Developing a 3D Raycasting Engine from Scratch: Vector Math and Rendering

This is an excerpt. The full article includes a live interactive 3D raycasting renderer — control a 2D player model on a grid map using WASD/Arrow controls, inspect visual rays casting in real time, and watch the corresponding 3D viewport update with wall height calculations and shading. Read the full interactive version →


The Birth of retro 3D: John Carmack and Wolfenstein 3D

In 1992, id Software released Wolfenstein 3D, introducing gamers to a fast-paced pseudo-3D world. Because early 90s personal computer hardware lacked the processing power to render true polygon-based 3D models in real time, John Carmack implemented a technique called Raycasting.

Rather than rendering 3D vertices, raycasting projects a simple 2D grid map into a 3D perspective viewport. The engine casts individual rays from the player's coordinate vectors across their Field of View (FOV).

When a ray hits a wall, the engine computes the distance, and uses that distance to determine how tall that segment of the wall should be rendered on screen. By casting one ray for every vertical column of the screen, the engine builds a convincing 3D perspective using basic 2D line rendering.

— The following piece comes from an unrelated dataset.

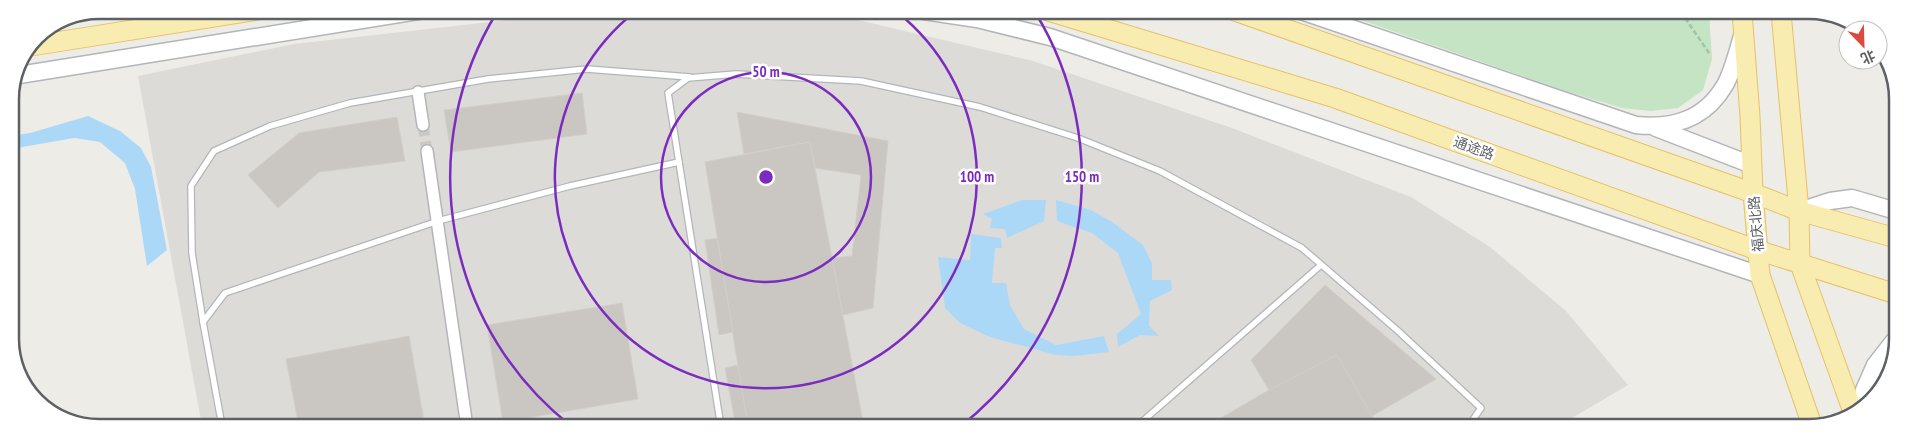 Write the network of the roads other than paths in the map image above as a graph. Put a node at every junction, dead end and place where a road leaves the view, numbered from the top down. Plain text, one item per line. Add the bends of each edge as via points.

1. The Camera Vector Space

To calculate ray projections, the engine tracks three main coordinate vectors:

  • Position Vector (pos): The player's coordinate location in the 2D grid space.
  • Direction Vector (dir): A unit vector representing the center line of the player's gaze.
  • Camera Plane (plane): A vector perpendicular to the direction vector, representing the screen viewport window.
                  Camera Plane (plane)
              ┌───────────▲───────────┐
              │           │           │
              │           │           │
              │           │ (dir)     │
              └───────────┼───────────┘
                          │
                          │
                       (player)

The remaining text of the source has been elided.